Он во всем был согласен с отцом, но, как бы желая проверить свои мысли, опросил:
– Ты, может, скажешь, отец, что у нас трудностей нет и не будет?
Прохор Матвеевич пристукнул о стол ладонью.
– Трудности будут, и какие! Но не надо в слабости своей расписываться, понял? А ты нынче чуть не расписался.
– Ладно. Хватит, – нахмурился Павел.
– Немного лишняя гордость наблюдается у вас, – заметил Прохор Матвеевич. – Ребята вы разумные, волевые – сыновья мои, – такими и полагается быть, но и упрямства, самовольства у вас тоже хватает.
«Ну, пошел критиковать», – усмехнулся про себя Павел, любовно поглядывая на отца сквозь табачный дым.
Прохор Матвеевич вдруг сердито отрубил:
– Алешке я сейчас не прощаю. Ему надо бы транспортом командовать, мосты строить.
– Стоит ли упрекать его? – сказал Павел.
– Он супротив воли партии пошел, – жестко заметил Прохор Матвеевич. – Взгреть бы его за это.
– Взгреют и без тебя, отец. Да и за что? В армии он сделал не меньше, а то и больше нас. Ты что – недоволен нами, отец?
– Я-то? – Прохор Матвеевич, насупив брови, молчал. Потом махнул рукой. – Ладно. Об этом только мне положено знать. Давай спать. Тебе завтра рано ехать, а мне – на работу.
Они улеглись на твердые холодные постели и продолжали разговаривать впотьмах.
Ни один звук не проникал в комнату с улицы. Сквозь щели в светомаскировочных оконных закладках иногда пробивался призрачный свет шарящих по небу прожекторов.
Павел слышал, как отец ворочался в постели, вздыхал, иногда тихонько стонал. И Павлу вдруг стало ясно: отец страдал от домашнего одиночества.

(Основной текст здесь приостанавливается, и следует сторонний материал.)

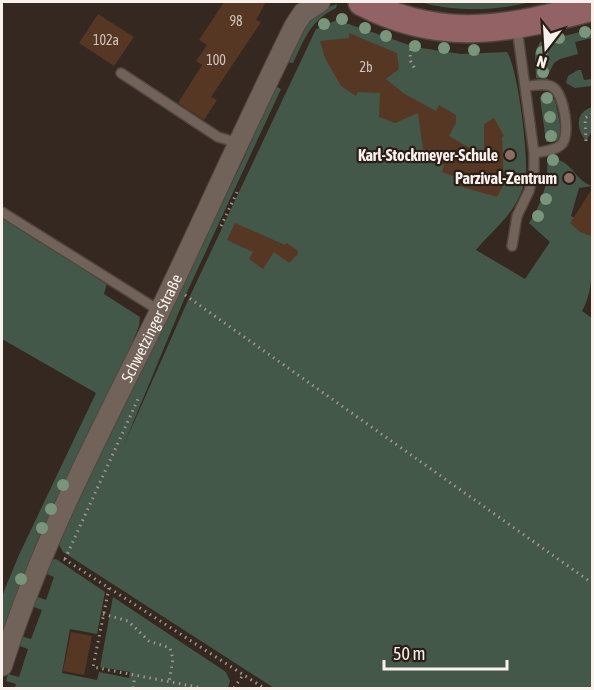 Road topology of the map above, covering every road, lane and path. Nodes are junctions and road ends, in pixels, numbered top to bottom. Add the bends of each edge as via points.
1 (320, 2) edge
2 (362, 2) edge
3 (592, 7) edge
4 (516, 26) junction
5 (411, 49) dead end
6 (415, 69) dead end
7 (121, 73) dead end
8 (526, 86) junction
9 (592, 114) edge
10 (581, 115) dead end
11 (585, 118) junction
12 (586, 141) dead end
13 (239, 144) junction
14 (534, 153) junction
15 (2, 212) edge
16 (512, 246) dead end
17 (171, 286) junction
18 (160, 311) junction
19 (78, 527) dead end
20 (45, 546) junction
21 (65, 559) junction
22 (592, 583) edge
23 (109, 588) junction
24 (103, 614) junction
25 (2, 666) edge
26 (135, 675) junction
27 (243, 675) junction
28 (168, 682) junction
29 (133, 688) edge
30 (166, 688) edge
31 (202, 688) edge
32 (234, 688) edge
33 (264, 688) edge

1 - 13 street, Schwetzinger Straße via 299,17
2 - 4 main road via 423,24 465,30
3 - 4 main road
4 - 8 lane
5 - 6 path via 410,60
7 - 13 lane via 218,137
8 - 14 lane
8 - 14 lane via 554,87 561,98 567,134 554,150
9 - 11 path
10 - 11 path
11 - 12 path
13 - 17 street, Schwetzinger Straße
14 - 16 lane via 534,171 517,216
15 - 18 lane
17 - 18 street, Schwetzinger Straße
17 - 22 path
18 - 20 street, Schwetzinger Straße
19 - 21 path
20 - 21 path
20 - 25 street, Schwetzinger Straße
21 - 23 path
23 - 24 path
23 - 27 path
24 - 26 path via 93,667
24 - 28 path via 128,621 149,641 170,648 173,655
26 - 28 path
26 - 29 path
27 - 32 path
27 - 33 path
28 - 30 path
28 - 31 path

Ведь он так постарел за эти трудные месяцы, ослабел и нуждался в помощи, в самом простом уходе.
Только теперь, прислушиваясь к вздохам отца, Павел подумал, что старик ни разу не напомнил ему о матери, о своих думах о ней, словно боясь разбередить старую болячку и омрачить своими жалобами бодрое настроение сына. А он, Павел, по обыкновению, не нашел слов, чтобы как-то умерить душевную, глубоко скрытую боль старика. Надо завтра же утром это сделать – что-нибудь посоветовать, предложить ему какую-то помощь, может быть, увезти в совхоз. Да разве он согласится? Упрямства и волгинской гордости в нем, пожалуй, больше, чем у них всех вместе взятых…
Думая об отце и о том, что пришлось пережить ему в дни оккупации, Павел испытывал все большее изумление: как много душевных сил понадобилось старику, чтобы с таким мужеством пронести через все испытания свою партийную и гражданскую совесть! И испытания эти еще не кончились. Сколько их еще встанет впереди перед всеми – перед отцом, перед ним самим, перед Алексеем и Виктором, перед Таней…
Вернувшись в совхоз, Павел застал дома Евфросинью Семеновну: она приехала с детьми накануне. Павел горячо обрадовался приезду семьи, хотя что-то дрогнуло в его груди, когда он обнимал жену, вдыхал родной, издавна знакомый запах ее волос.